The video is well-made and entertaining, and it will probably sell tickets to the third and final Hobbit film, due Dec. 17. (Since its release a week ago, in fact, the video has racked up 8 million YouTube views.) But is there any reason to believe that such lavish productions are any more effective at ensuring passenger safety than an old-fashioned flight attendant holding up and clicking together a seat belt?
Perhaps the most comprehensive data on what airlines call preflight safety briefings comes from a 2000 U.S. National Transportation Safety Board survey of 457 passengers involved in 18 aircraft evacuations between 1997 and 1999. Of these, 52 percent claimed to have watched less than half of the briefing (and lived to tell the tale). When asked about the reasons for their inattention, 54 percent cited the fact that they'd seen such briefings before, and an additional 15 percent said the information was common knowledge.
This will surprise few air passengers in the U.S., or other countries where air travel has been common for decades. Yet studies suggest that passengers sometimes don't know as much as they think they do, especially if guidelines change. And with millions of Chinese and Indians, among others, taking to the skies for the first time, regulators are not about to make such briefings optional.
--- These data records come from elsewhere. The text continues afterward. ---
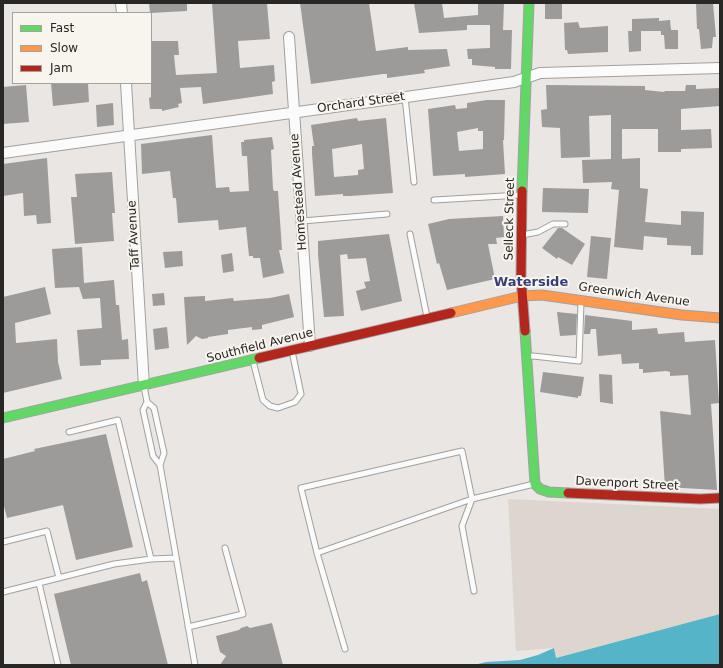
<!DOCTYPE html>
<html>
<head>
<meta charset="utf-8">
<style>
	body { margin:0 }
	#map { position:relative; width:723px; height:668px; overflow:hidden; background:#e9e6e3; font-family:"DejaVu Sans",sans-serif }
	canvas { display:block }
	.frame { position:absolute; inset:0; border:4px solid #292725; pointer-events:none }
	.legend { position:absolute; left:12px; top:12px; width:140px; height:72px; box-sizing:border-box; background:#f8f4ee; border:1px solid #a5a29e; margin:0; padding:5px 7px; list-style:none; font-size:12px; color:#292725 }
	.legend li { display:flex; align-items:center; gap:8px; height:20px }
	.legend b { width:20px; border:1px solid #a5a29e }
</style>
</head>
<body>
<div id="map">
<canvas width="723" height="668"></canvas>
<div class="frame"></div>
<ul class="legend">
<li><b style="height:5px;background:#63d668"></b>Fast</li>
<li><b style="height:5px;background:#ff974d"></b>Slow</li>
<li><b style="height:5px;background:#b3261e"></b>Jam</li>
</ul>
</div>
<script>
const ctx = document.querySelector('canvas').getContext('2d');
ctx.lineJoin = 'round';
function fillPath(path, color) { ctx.fillStyle = color; ctx.fill(path, 'evenodd'); }
const toPath = rows => new Path2D(rows.map(r => 'M' + r).join(''));
function strokePath(path, color, width, dash) { ctx.strokeStyle = color; ctx.lineWidth = width; ctx.lineCap = dash ? 'butt' : 'round'; ctx.setLineDash(dash || []); ctx.stroke(path); }
function write(font, color, halo, rows, align = 'center') {
  ctx.font = font + ' "DejaVu Sans",sans-serif'; ctx.lineWidth = 4; ctx.setLineDash([]); ctx.textBaseline = 'middle'; ctx.strokeStyle = halo; ctx.fillStyle = color; for (const [text, x, y, turn = 0] of rows) {
    ctx.save(); ctx.translate(x, y); ctx.rotate((+turn || 0) * Math.PI / 180); ctx.textAlign = isNaN(turn) ? turn : align; if (halo) ctx.strokeText(text, 0, 0); ctx.fillText(text, 0, 0); ctx.restore();
  }
}
fillPath(toPath([
	[508,499,720,509,720,614,555,658,554,648,516,651]
]), '#ddd6cf');
fillPath(toPath([
	[720,614,720,665,474,665,486,662,520,660,538,655,554,648,556,658]
]), '#56b4c8');
fillPath(toPath([
	[149,3,187,3,187,11,150,13],
	[212,3,267,3,270,39,238,41,240,68,274,65,275,81,272,82,273,94,203,104,201,87,180,88,182,103,178,104,179,107,162,111,162,109,150,109,149,98,151,97,151,41,178,41,179,55,174,55,176,75,217,73],
	[300,3,369,3,376,51,408,47,408,50,447,49,450,66,424,70,425,73,387,78,387,74,383,74,311,84],
	[414,3,442,3,444,18,478,15,478,3,504,3,503,30,512,30,511,69,495,69,495,67,472,65,472,59,468,59,467,49,490,48,490,25,467,25,467,30,419,33],
	[545,3,562,3,562,19,545,19],
	[696,3,713,3,716,37,713,37,712,48,701,49,699,29,697,29],
	[659,18,659,21,670,20,671,30,678,30,678,49,665,49,664,35,661,35,661,31,641,31,641,51,629,52,628,31,632,31,632,19],
	[578,22,580,28,608,26,608,52,568,54,567,50,565,50,564,23],
	[51,83,88,83,89,102,53,106],
	[26,85,29,122,3,124,3,87],
	[546,85,645,86,645,90,664,92,665,91,685,91,686,85,696,85,696,89,720,88,720,106,681,109,681,130,711,129,712,148,681,149,681,152,658,152,658,129,622,129,622,159,640,158,640,188,648,189,645,222,681,225,681,211,704,212,703,255,691,255,691,246,667,245,667,238,644,236,643,250,614,247,619,190,611,189,612,182,583,183,582,160,611,159,611,115,589,116,590,157,561,158,560,128,542,127,541,110,547,109],
	[487,100,505,100,504,140,503,140,505,174,465,177,465,174,433,176,428,109,455,105,456,109,467,108,467,103],
	[478,128,478,131,483,131,483,149,459,151,457,132],
	[113,103,114,125,97,127,96,105],
	[357,118,358,121,386,118,393,193,350,196,343,196,343,194,315,196,312,153,312,146,314,146,311,125],
	[362,144,364,169,358,170,358,175,334,177,332,149],
	[212,135,216,188,229,187,230,192,249,191,247,156,242,156,241,142,244,142,244,140,272,137,274,149,271,150,273,189,274,191,278,191,282,250,279,250,284,273,263,278,260,258,253,258,253,256,249,256,246,227,219,230,218,220,178,223,176,198,173,198,170,171,142,174,141,144],
	[47,158,51,223,37,224,36,215,24,216,23,193,3,196,3,164],
	[112,172,115,213,112,213,114,241,75,244,71,197,77,197,75,174],
	[543,188,589,189,588,213,542,212],
	[503,216,504,237,496,238,497,244,488,244,495,279,447,290,439,263,437,264,428,224,449,219],
	[558,228,562,228,585,244,572,265,558,257,557,259,542,248],
	[389,234,402,301,361,311,356,291,366,288,364,282,370,281,366,258,348,259,347,254,340,255,344,316,324,317,318,255,318,241],
	[591,236,611,238,607,279,587,277],
	[82,247,84,283,114,280,116,305,119,305,122,340,128,339,129,359,101,360,101,365,80,366,77,330,102,328,100,298,83,299,79,287,55,288,52,249],
	[182,251,183,266,165,268,163,252],
	[232,253,234,271,223,273,221,255],
	[45,287,51,314,15,323,16,343,57,339,58,362,62,379,3,393,3,297],
	[164,293,165,305,153,306,152,294],
	[289,294,294,317,262,325,262,329,252,330,252,327,228,330,228,334,208,337,208,338,202,339,196,336,187,345,184,297,205,296,205,301,233,298,234,301,270,298],
	[557,312,577,314,576,335,560,336],
	[585,315,632,321,632,330,657,328,658,334,684,332,685,342,715,340,719,403,711,404,717,490,665,487,660,411,691,415,688,375,670,376,670,372,666,371,643,373,643,369,639,369,639,363,622,364,621,354,598,356,596,329,591,329,590,334,584,334],
	[167,327,169,348,155,350,153,329],
	[543,372,584,377,581,396,578,396,578,398,540,392],
	[599,374,612,375,613,404,600,402],
	[106,434,133,547,76,560,63,505,7,518,3,502,3,459,35,451,34,449],
	[140,573,142,582,147,580,168,665,71,665,54,594],
	[272,623,283,665,220,665,226,656,220,652,216,636,239,630,241,628,247,626,250,628]
]), '#9d9b9a');
const lane = toPath([
	[405,97,414,182],
	[434,200,521,195],
	[302,221,387,214],
	[410,234,427,317],
	[522,235,538,232,553,224,565,224],
	[527,357,533,356,579,361,581,302],
	[253,361,263,400,270,406,278,408,295,402,301,394,292,351],
	[144,386,147,402],
	[69,432,118,420,151,559],
	[160,465,153,456,143,410,147,402,154,408,164,453,160,465,195,665],
	[3,542,47,531,59,578],
	[317,553,301,488,462,451,472,499,462,526,474,591],
	[39,583,58,665],
	[3,592,114,564,151,559,176,558],
	[188,627,243,614,225,548],
	[345,649,317,553,472,499,534,484]
]);
const street = toPath([
	[121,3,122,13],
	[289,37,310,346],
	[126,83,144,386],
	[3,153,514,82,540,73,720,68]
]);
const fast = toPath([
	[522,191,529,3],
	[525,331,535,484,540,489,549,492,568,493],
	[3,418,259,358]
]);
const slow = toPath([
	[451,313,522,296,542,295,682,315,720,318]
]);
const jam = toPath([
	[522,191,521,277,525,331],
	[259,358,451,313],
	[568,493,700,499,720,498]
]);
strokePath(lane, '#a2a09e', 7);
strokePath(street, '#a2a09e', 12);
strokePath(fast, '#a2a09e', 11);
strokePath(slow, '#a2a09e', 11);
strokePath(jam, '#a2a09e', 11);
strokePath(lane, '#fcfbfb', 5);
strokePath(street, '#fcfbfb', 10);
strokePath(fast, '#63d668', 9);
strokePath(slow, '#ff974d', 9);
strokePath(jam, '#b3261e', 9);
write('12px', '#292725', '#f8f4ee', [
	["Orchard Street",361,103,-8],
	["Homestead Avenue",299,192,-94],
	["Selleck Street",510,219,-89],
	["Taff Avenue",134,235,-93],
	["Greenwich Avenue",634,295,8],
	["Southfield Avenue",260,346,-14],
	["Davenport Street",627,484,3]
]);
write('bold 13px', '#363f7a', '#f8f4ee', [
	["Waterside",531,283]
]);
</script>
</body>
</html>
Existing regulations generally don't specify how the briefings are to be delivered, leaving the airlines plenty of room to decide for themselves how best to present the information. Beginning in the late 2000s several airlines began deploying sex and comedy in short video clips. Delta, for example, produced safety videos starring "Deltalina," an actual flight attendant memorable for her slow, seductive finger wave and plunging neckline. She became such an online viral sensation that Harry Connick Jr. publicly expressed his infatuation with her on "American Idol."
It's possible that Deltalina led to a general improvement in passenger knowledge of safety procedures. But what's absolutely certain is that she was a marketing bonanza for Delta. Other airlines took notice, and by the early 2010s funny preflight safety videos had become a thing. Air New Zealand led the pack with videos that starred Richard Simmons, Sports Illustrated swimsuit models and -- eventually -- hobbits and orcs.
As safety videos (as opposed to movie previews), the videos' effectiveness largely depends on whether they leverage what passengers already know about flight safety. On Air New Zealand, you get to watch an orc do something (put on an oxygen mask) that you're bored of watching a flight attendant do. In effect, you're entertained because you're already in on the gag.
But if you're taking your first flight, what is more likely to help you find the emergency exits: armed dwarfs holding up torches as a narrator encourages you to pay attention to your flight attendants? Or flight attendants pointing out the emergency exits?
The answer should be obvious, but for airlines, it hardly matters. Their focus is on lucrative frequent fliers and YouTube surfers -- groups that have one thing in common: boredom. Safety, in some ways, comes second.